_Supplied material_:
=-=-=-=-=

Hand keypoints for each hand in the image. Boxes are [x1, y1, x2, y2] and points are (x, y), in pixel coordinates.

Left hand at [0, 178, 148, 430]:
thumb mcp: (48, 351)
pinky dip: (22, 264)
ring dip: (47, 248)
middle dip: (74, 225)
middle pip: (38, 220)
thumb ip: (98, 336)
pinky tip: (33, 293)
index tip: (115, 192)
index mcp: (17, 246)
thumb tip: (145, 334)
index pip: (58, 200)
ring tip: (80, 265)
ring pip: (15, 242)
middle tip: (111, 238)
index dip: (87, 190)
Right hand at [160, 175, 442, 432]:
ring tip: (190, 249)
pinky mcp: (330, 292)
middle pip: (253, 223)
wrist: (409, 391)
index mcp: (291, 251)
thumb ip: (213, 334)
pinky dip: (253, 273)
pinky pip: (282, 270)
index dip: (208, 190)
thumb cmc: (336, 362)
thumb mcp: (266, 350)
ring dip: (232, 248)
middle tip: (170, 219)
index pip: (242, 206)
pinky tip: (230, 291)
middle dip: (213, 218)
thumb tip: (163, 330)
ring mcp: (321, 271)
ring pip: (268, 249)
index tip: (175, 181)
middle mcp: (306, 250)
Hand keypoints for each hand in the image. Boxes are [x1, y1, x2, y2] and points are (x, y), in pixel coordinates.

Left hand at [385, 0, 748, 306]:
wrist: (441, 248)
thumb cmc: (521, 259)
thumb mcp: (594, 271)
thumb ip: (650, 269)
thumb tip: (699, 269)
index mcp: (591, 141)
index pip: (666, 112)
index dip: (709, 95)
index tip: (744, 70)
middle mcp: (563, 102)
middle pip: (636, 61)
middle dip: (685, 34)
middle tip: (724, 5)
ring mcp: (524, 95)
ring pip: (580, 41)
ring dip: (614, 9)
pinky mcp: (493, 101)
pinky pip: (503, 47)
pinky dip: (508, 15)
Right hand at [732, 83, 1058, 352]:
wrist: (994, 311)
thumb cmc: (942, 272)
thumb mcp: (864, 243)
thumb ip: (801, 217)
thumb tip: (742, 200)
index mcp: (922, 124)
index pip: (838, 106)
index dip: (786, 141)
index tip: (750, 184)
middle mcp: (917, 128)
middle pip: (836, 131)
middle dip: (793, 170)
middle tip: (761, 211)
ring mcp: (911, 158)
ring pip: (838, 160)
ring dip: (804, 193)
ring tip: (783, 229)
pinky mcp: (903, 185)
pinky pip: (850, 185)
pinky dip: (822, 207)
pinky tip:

=-=-=-=-=

_Task goal_: Repeat exactly the lines from the one containing "pinky dip: (508, 15)" through the last line of the records above, both included, and nothing else.

_Result of the task_:
pinky dip: (508, 15)
Right hand at [732, 83, 1058, 352]:
wrist: (994, 311)
thumb cmc: (942, 272)
thumb mcp: (864, 243)
thumb ip: (801, 217)
thumb tip: (742, 200)
index mcp: (922, 124)
index pip: (838, 106)
index dip: (786, 141)
index tip: (750, 184)
middle mcp: (917, 128)
middle pip: (836, 131)
middle dip: (793, 170)
middle tip: (761, 211)
ring mcp: (911, 158)
ring pip: (838, 160)
ring dip: (804, 193)
ring tip: (783, 229)
pinky mcp: (903, 185)
pinky pip: (850, 185)
pinky dip: (822, 207)
pinky tip:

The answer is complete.